**Instructions for the task**
Every line from the one with "thumb mcp: (275, 254)" to the one with "pinky tip: (262, 313)", including those two, is to be copied exactly; all other lines of the entries below are left out.

**Dataset excerpts**

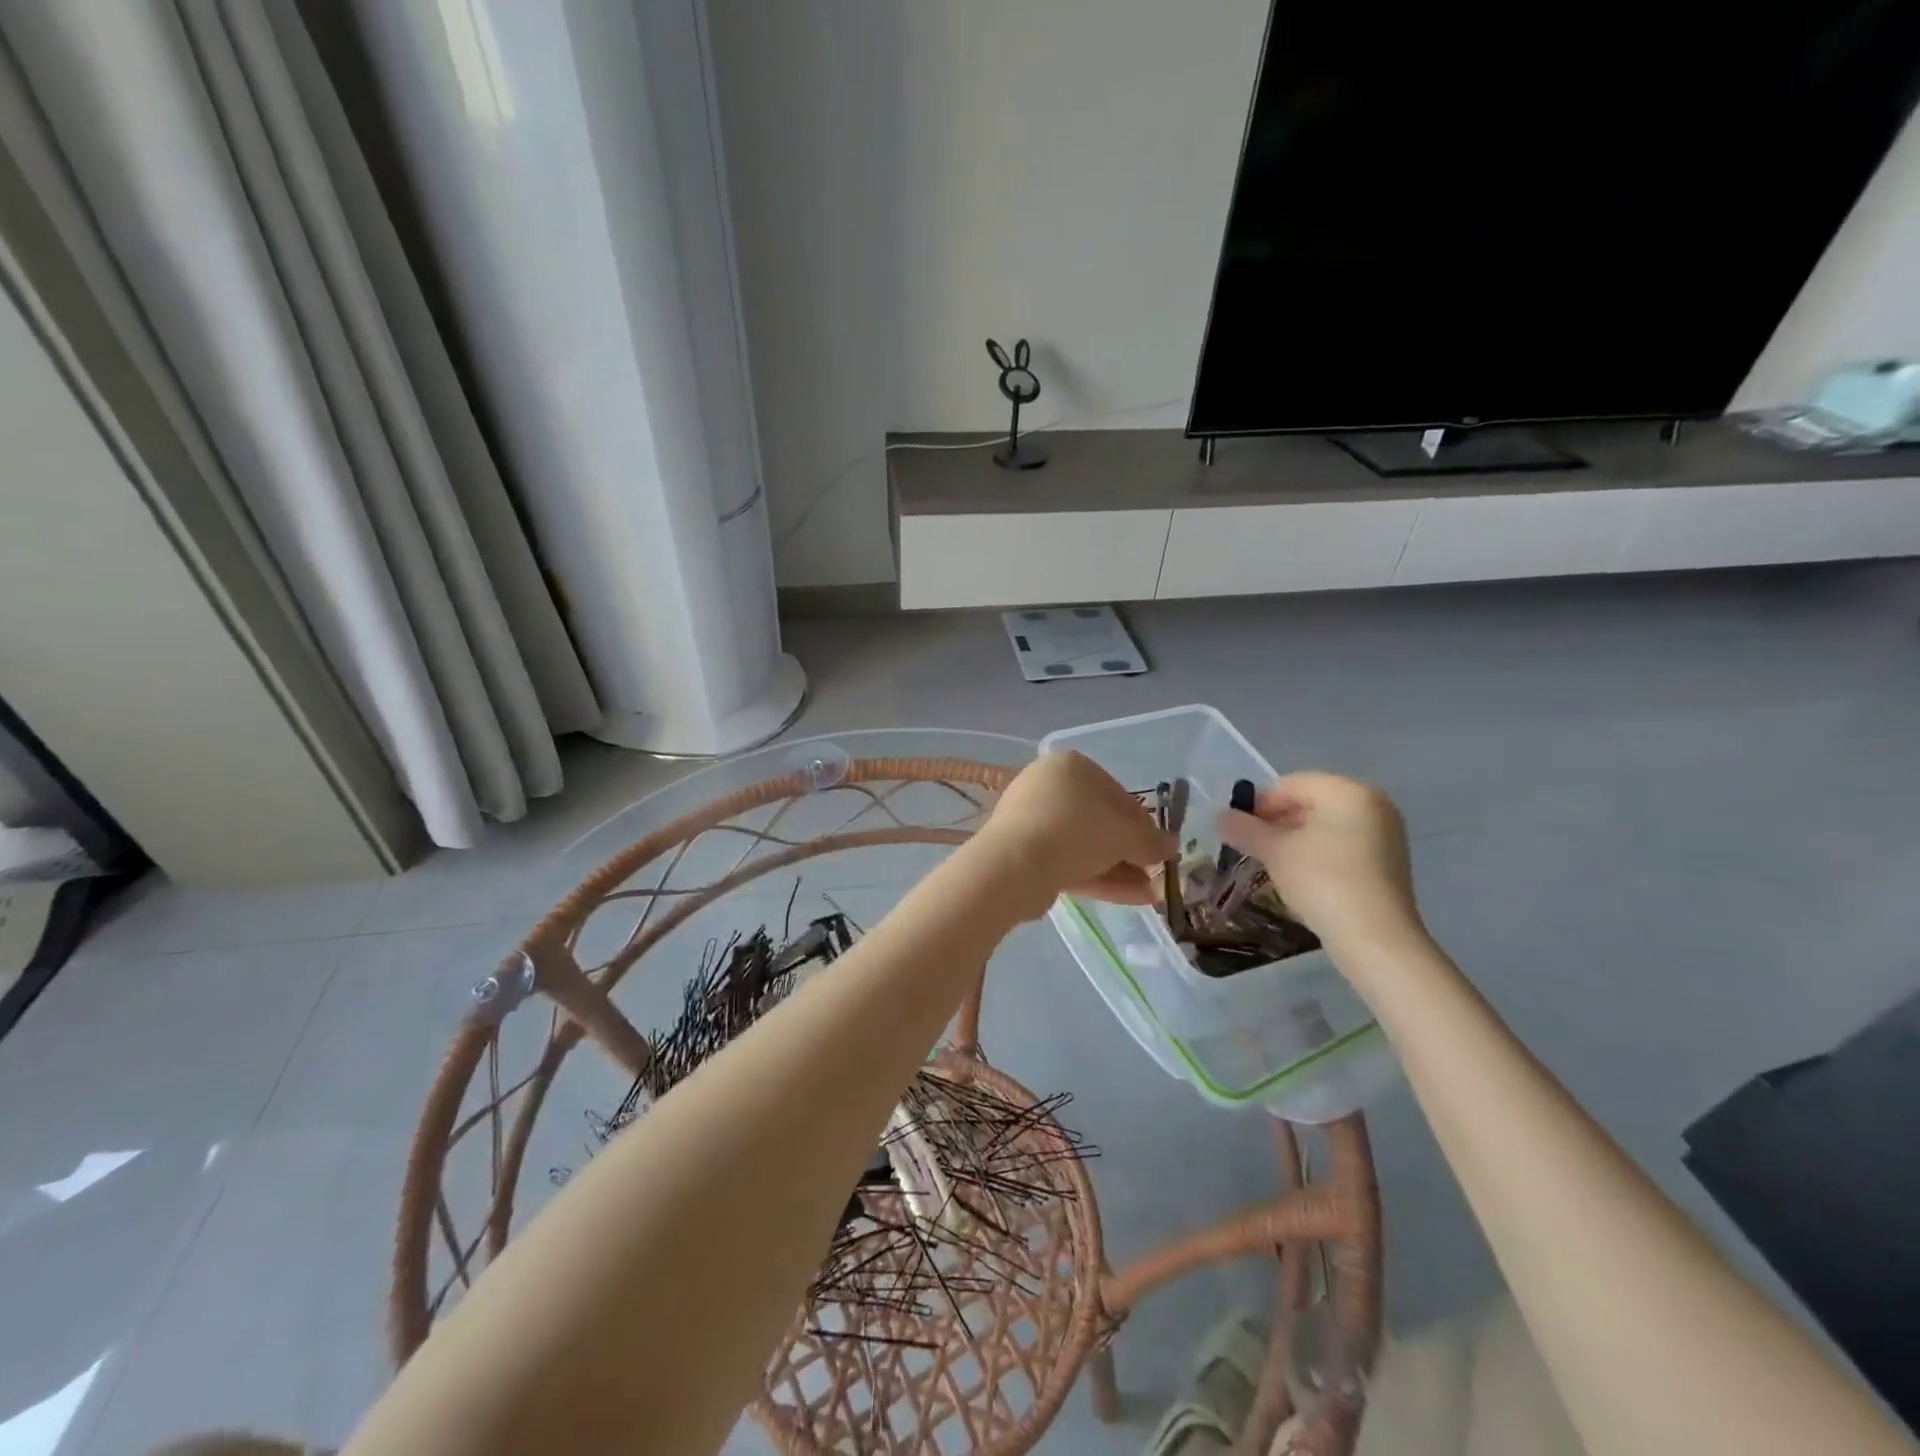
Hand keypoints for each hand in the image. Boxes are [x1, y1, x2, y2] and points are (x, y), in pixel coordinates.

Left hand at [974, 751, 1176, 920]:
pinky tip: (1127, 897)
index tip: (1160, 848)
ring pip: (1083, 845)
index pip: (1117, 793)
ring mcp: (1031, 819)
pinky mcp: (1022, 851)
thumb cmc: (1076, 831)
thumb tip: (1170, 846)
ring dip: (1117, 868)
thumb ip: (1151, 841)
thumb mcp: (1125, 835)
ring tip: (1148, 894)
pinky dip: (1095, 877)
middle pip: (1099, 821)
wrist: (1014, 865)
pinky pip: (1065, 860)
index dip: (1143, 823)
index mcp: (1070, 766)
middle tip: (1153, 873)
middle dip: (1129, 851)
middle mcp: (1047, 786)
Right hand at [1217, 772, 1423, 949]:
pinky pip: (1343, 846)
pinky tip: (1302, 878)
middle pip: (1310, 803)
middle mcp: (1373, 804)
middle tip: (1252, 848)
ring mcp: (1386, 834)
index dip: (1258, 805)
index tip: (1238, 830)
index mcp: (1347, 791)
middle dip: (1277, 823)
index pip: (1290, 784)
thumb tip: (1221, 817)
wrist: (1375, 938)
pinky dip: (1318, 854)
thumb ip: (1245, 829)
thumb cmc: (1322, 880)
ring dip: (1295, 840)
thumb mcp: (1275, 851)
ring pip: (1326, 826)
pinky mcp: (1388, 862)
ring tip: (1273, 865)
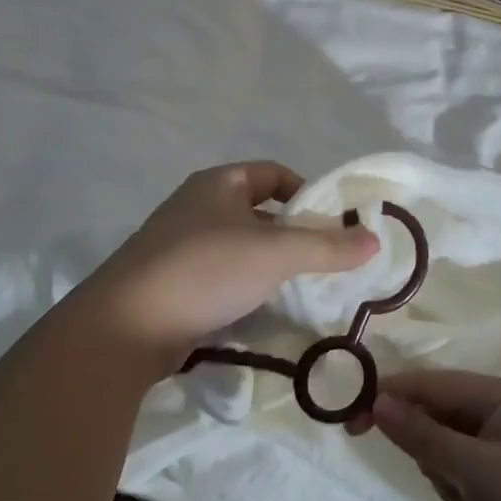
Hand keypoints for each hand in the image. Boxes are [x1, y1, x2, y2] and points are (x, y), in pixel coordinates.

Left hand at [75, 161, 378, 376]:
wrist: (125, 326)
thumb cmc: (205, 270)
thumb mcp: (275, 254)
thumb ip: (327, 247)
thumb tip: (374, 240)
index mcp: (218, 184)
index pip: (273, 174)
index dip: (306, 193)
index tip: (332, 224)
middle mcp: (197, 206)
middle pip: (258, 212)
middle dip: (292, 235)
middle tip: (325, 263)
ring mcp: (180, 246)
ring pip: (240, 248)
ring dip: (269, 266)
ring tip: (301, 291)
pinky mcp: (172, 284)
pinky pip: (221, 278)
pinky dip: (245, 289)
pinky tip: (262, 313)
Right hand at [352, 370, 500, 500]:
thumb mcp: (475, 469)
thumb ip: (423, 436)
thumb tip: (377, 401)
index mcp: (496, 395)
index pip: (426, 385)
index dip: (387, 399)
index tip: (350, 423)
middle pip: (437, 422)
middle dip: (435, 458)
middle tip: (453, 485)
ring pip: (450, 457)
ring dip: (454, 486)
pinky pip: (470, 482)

**Response below**
thumb mcp: (275, 254)
thumb ip: (327, 247)
thumb tip: (374, 240)
index mcp: (218, 184)
index pip: (273, 174)
index dip: (306, 193)
index tip: (332, 224)
middle mcp: (197, 206)
middle pip: (258, 212)
middle dip: (292, 235)
middle tip: (325, 263)
ring mcp: (180, 246)
ring pip: (240, 248)
ring dip: (269, 266)
ring tip: (301, 291)
pinky mcp: (172, 284)
pinky pip: (221, 278)
pinky dip: (245, 289)
pinky tip: (262, 313)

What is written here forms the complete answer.